_Saved data entries_
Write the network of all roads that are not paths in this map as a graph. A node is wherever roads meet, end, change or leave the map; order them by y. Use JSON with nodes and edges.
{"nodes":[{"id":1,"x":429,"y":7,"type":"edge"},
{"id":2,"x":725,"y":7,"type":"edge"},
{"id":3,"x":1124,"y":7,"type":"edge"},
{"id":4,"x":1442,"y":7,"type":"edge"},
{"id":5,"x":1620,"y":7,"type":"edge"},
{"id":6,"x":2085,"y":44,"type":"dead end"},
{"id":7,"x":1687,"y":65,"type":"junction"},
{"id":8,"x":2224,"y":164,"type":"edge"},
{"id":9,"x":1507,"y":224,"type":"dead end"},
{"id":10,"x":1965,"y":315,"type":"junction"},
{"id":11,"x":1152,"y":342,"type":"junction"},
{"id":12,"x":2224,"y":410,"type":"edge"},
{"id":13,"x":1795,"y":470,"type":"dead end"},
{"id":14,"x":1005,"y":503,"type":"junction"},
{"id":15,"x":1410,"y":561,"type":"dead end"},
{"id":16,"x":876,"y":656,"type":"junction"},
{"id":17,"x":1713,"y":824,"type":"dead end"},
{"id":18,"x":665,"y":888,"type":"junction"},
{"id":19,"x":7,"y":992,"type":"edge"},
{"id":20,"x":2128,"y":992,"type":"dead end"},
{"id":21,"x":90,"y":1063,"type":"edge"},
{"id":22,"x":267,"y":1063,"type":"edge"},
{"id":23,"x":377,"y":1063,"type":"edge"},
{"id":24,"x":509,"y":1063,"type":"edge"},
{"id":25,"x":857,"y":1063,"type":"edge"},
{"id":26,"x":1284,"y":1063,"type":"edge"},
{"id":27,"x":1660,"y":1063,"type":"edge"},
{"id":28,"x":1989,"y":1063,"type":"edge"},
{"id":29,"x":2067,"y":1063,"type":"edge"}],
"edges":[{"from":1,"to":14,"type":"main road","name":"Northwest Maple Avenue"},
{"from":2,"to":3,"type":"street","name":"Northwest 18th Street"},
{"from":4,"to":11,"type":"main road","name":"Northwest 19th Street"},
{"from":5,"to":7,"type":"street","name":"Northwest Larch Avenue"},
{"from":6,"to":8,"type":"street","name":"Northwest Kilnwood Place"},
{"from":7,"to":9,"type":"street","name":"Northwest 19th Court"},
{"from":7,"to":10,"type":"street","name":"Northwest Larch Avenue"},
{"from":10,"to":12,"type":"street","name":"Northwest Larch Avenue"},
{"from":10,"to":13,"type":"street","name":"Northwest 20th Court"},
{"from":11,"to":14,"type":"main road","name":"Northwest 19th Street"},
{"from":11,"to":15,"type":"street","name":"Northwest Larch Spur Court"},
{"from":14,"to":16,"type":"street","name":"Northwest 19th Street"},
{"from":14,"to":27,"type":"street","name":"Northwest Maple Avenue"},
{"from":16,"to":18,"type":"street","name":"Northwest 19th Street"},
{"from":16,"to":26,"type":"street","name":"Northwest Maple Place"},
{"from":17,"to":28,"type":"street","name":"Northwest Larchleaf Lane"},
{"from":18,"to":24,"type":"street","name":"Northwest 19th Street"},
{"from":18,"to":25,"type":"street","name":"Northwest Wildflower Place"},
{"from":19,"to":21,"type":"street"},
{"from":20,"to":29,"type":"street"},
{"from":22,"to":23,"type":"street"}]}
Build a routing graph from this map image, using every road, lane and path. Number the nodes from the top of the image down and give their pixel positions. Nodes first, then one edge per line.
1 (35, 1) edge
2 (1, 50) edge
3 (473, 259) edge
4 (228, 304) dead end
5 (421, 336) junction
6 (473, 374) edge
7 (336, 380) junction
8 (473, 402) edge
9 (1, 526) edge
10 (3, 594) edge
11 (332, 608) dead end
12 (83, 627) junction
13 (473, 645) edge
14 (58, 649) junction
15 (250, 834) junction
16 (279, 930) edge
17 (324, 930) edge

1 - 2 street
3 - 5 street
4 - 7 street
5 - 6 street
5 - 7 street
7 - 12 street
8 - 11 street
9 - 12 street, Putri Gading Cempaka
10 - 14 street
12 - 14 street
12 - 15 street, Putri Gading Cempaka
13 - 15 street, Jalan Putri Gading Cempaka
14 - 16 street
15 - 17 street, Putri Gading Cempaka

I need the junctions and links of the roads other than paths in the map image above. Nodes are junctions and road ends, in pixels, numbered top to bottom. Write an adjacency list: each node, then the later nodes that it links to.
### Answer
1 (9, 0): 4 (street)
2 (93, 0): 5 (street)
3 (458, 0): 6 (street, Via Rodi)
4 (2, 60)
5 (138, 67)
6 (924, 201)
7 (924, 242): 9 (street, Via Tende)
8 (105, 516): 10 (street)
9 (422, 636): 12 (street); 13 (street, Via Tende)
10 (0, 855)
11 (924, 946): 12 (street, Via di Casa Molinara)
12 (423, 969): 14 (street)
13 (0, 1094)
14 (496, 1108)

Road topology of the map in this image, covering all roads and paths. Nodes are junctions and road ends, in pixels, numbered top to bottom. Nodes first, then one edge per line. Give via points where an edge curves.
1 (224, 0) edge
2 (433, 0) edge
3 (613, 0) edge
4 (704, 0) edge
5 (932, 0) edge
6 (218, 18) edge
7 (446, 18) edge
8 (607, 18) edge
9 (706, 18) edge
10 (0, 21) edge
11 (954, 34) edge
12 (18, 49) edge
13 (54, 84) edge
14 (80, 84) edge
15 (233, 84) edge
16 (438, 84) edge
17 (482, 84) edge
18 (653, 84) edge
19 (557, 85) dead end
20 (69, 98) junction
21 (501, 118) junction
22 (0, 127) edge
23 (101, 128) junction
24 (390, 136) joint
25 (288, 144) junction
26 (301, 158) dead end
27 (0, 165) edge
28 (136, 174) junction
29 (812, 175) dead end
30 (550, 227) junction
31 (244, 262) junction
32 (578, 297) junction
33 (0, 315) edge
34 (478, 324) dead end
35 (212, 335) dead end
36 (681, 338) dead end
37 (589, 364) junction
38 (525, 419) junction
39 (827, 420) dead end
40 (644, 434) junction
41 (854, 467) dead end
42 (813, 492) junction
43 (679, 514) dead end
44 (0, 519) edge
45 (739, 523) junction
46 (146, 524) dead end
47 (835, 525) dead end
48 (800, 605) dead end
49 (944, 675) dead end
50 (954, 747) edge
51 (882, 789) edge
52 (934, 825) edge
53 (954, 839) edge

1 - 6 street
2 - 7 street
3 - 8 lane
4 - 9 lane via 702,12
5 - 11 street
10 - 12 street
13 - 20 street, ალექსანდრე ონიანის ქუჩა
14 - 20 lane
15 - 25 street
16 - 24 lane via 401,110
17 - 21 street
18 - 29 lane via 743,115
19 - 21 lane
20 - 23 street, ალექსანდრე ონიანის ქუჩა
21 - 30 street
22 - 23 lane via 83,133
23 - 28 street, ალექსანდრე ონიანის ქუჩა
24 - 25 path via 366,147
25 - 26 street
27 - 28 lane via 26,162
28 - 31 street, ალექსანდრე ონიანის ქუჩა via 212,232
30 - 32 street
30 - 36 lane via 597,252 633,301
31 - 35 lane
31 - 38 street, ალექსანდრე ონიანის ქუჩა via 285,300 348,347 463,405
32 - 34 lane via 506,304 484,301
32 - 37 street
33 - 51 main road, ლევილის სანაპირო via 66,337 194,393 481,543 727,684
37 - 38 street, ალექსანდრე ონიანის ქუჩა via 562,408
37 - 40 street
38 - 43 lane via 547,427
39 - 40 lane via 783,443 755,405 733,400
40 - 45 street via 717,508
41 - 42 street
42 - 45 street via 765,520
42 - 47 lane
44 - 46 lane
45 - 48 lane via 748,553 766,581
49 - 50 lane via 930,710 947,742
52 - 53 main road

_PROMPT_
In your answer, reproduce every entry exactly as it was written.

_REPLY_
Write the network of all roads that are not paths in this map as a graph. A node is wherever roads meet, end, change or leave the map; order them by y. Use JSON with nodes and edges.
{"nodes":[{"id":1,"x":429,"y":7,"type":"edge"},
{"id":2,"x":725,"y":7,"type":"edge"},
{"id":3,"x":1124,"y":7,"type":"edge"},
{"id":4,"x":1442,"y":7,"type":"edge"},
{"id":5,"x":1620,"y":7,"type":"edge"},
{"id":6,"x":2085,"y":44,"type":"dead end"},
{"id":7,"x":1687,"y":65,"type":"junction"},
{"id":8,"x":2224,"y":164,"type":"edge"},
{"id":9,"x":1507,"y":224,"type":"dead end"},
{"id":10,"x":1965,"y":315,"type":"junction"},
{"id":11,"x":1152,"y":342,"type":"junction"},
{"id":12,"x":2224,"y":410,"type":"edge"},
{"id":13,"x":1795,"y":470,"type":"dead end"},
{"id":14,"x":1005,"y":503,"type":"junction"},
{"id":15,"x":1410,"y":561,"type":"dead end"},
{"id":16,"x":876,"y":656,"type":"junction"},
{"id":17,"x":1713,"y":824,"type":"dead end"},
{"id":18,"x":665,"y":888,"type":"junction"},
{"id":19,"x":7,"y":992,"type":"edge"},
{"id":20,"x":2128,"y":992,"type":"dead end"},
{"id":21,"x":90,"y":1063,"type":"edge"},
{"id":22,"x":267,"y":1063,"type":"edge"},
{"id":23,"x":377,"y":1063,"type":"edge"},
{"id":24,"x":509,"y":1063,"type":"edge"},
{"id":25,"x":857,"y":1063,"type":"edge"},
{"id":26,"x":1284,"y":1063,"type":"edge"},
{"id":27,"x":1660,"y":1063,"type":"edge"},
{"id":28,"x":1989,"y":1063,"type":"edge"},
{"id":29,"x":2067,"y":1063,"type":"edge"}],
"edges":[{"from":1,"to":14,"type":"main road","name":"Northwest Maple Avenue"},
{"from":2,"to":3,"type":"street","name":"Northwest 18th Street"},
{"from":4,"to":11,"type":"main road","name":"Northwest 19th Street"},
{"from":5,"to":7,"type":"street","name":"Northwest Larch Avenue"},
{"from":6,"to":8,"type":"street","name":"Northwest Kilnwood Place"},
{"from":7,"to":9,"type":"street","name":"Northwest 19th Court"},
{"from":7,"to":10,"type":"street","name":"Northwest Larch Avenue"},
{"from":10,"to":12,"type":"street","name":"Northwest Larch Avenue"},
{"from":10,"to":13,"type":"street","name":"Northwest 20th Court"},
{"from":11,"to":14,"type":"main road","name":"Northwest 19th Street"},
{"from":11,"to":15,"type":"street","name":"Northwest Larch Spur Court"},
{"from":14,"to":16,"type":"street","name":"Northwest 19th Street"},
{"from":14,"to":27,"type":"street","name":"Northwest Maple Avenue"},
{"from":16,"to":18,"type":"street","name":"Northwest 19th Street"},
{"from":16,"to":26,"type":"street","name":"Northwest Maple Place"},
{"from":17,"to":28,"type":"street","name":"Northwest Larchleaf Lane"},
{"from":18,"to":24,"type":"street","name":"Northwest 19th Street"},
{"from":18,"to":25,"type":"street","name":"Northwest Wildflower Place"},
{"from":19,"to":21,"type":"street"},
{"from":20,"to":29,"type":"street"},
{"from":22,"to":23,"type":"street"}]}
Build a routing graph from this map image, using every road, lane and path. Number the nodes from the top of the image down and give their pixel positions. Nodes first, then one edge per line.
1 (35, 1) edge
2 (1, 50) edge
3 (473, 259) edge
4 (228, 304) dead end
5 (421, 336) junction
6 (473, 374) edge
7 (336, 380) junction
8 (473, 402) edge
9 (1, 526) edge
10 (3, 594) edge
11 (332, 608) dead end
12 (83, 627) junction
13 (473, 645) edge
14 (58, 649) junction
15 (250, 834) junction
16 (279, 930) edge
17 (324, 930) edge

1 - 2 street
3 - 5 street
4 - 7 street
5 - 6 street
5 - 7 street
7 - 12 street
8 - 11 street
9 - 12 street, Putri Gading Cempaka
10 - 14 street
12 - 14 street
12 - 15 street, Putri Gading Cempaka
13 - 15 street, Jalan Putri Gading Cempaka
14 - 16 street
15 - 17 street, Putri Gading Cempaka

I need the junctions and links of the roads other than paths in the map image above. Nodes are junctions and road ends, in pixels, numbered top to bottom. Write an adjacency list: each node, then the later nodes that it links to.
### Answer
1 (9, 0): 4 (street)
2 (93, 0): 5 (street)
3 (458, 0): 6 (street, Via Rodi)
4 (2, 60)
5 (138, 67)
6 (924, 201)
7 (924, 242): 9 (street, Via Tende)
8 (105, 516): 10 (street)
9 (422, 636): 12 (street); 13 (street, Via Tende)
10 (0, 855)
11 (924, 946): 12 (street, Via di Casa Molinara)
12 (423, 969): 14 (street)
13 (0, 1094)
14 (496, 1108)

Road topology of the map in this image, covering all roads and paths. Nodes are junctions and road ends, in pixels, numbered top to bottom. Nodes first, then one edge per line. Give via points where an edge curves.
1 (224, 0) edge
2 (433, 0) edge
3 (613, 0) edge
4 (704, 0) edge
5 (932, 0) edge
6 (218, 18) edge
7 (446, 18) edge
8 (607, 18) edge
9 (706, 18) edge
10 (0, 21) edge
11 (954, 34) edge
12 (18, 49) edge
13 (54, 84) edge
14 (80, 84) edge
15 (233, 84) edge
16 (438, 84) edge
17 (482, 84) edge
18 (653, 84) edge
19 (557, 85) dead end
20 (69, 98) junction
21 (501, 118) junction
22 (0, 127) edge
23 (101, 128) junction
24 (390, 136) joint
25 (288, 144) junction
26 (301, 158) dead end
27 (0, 165) edge
28 (136, 174) junction
29 (812, 175) dead end
30 (550, 227) junction
31 (244, 262) junction
32 (578, 297) junction
33 (0, 315) edge
34 (478, 324) dead end
35 (212, 335) dead end
36 (681, 338) dead end
37 (589, 364) junction
38 (525, 419) junction
39 (827, 420) dead end
40 (644, 434) junction
41 (854, 467) dead end
42 (813, 492) junction
43 (679, 514) dead end
44 (0, 519) edge
45 (739, 523) junction
46 (146, 524) dead end
47 (835, 525) dead end
48 (800, 605) dead end
49 (944, 675) dead end
50 (954, 747) edge
51 (882, 789) edge
52 (934, 825) edge
53 (954, 839) edge

1 - 6 street
2 - 7 street
3 - 8 lane
4 - 9 lane via 702,12
5 - 11 street
10 - 12 street
13 - 20 street, ალექსანდრე ონიანის ქუჩა
14 - 20 lane
15 - 25 street
16 - 24 lane via 401,110
17 - 21 street
18 - 29 lane via 743,115
19 - 21 lane
20 - 23 street, ალექსანდრე ონიანის ქუჩა
21 - 30 street
22 - 23 lane via 83,133
23 - 28 street, ალექსანდრე ონიანის ქუჩა
24 - 25 path via 366,147
25 - 26 street
27 - 28 lane via 26,162
28 - 31 street, ალექსანდრე ონიანის ქუჩა via 212,232
30 - 32 street
30 - 36 lane via 597,252 633,301
31 - 35 lane
31 - 38 street, ალექსანდრე ონიანის ქუჩა via 285,300 348,347 463,405
32 - 34 lane via 506,304 484,301
32 - 37 street
33 - 51 main road, ლევილის სანაპირო via 66,337 194,393 481,543 727,684
37 - 38 street, ალექსანდრე ონიანის ქუჩა via 562,408
37 - 40 street
38 - 43 lane via 547,427
39 - 40 lane via 783,443 755,405 733,400
40 - 45 street via 717,508
41 - 42 street
42 - 45 street via 765,520
42 - 47 lane
44 - 46 lane
45 - 48 lane via 748,553 766,581
49 - 50 lane via 930,710 947,742
52 - 53 main road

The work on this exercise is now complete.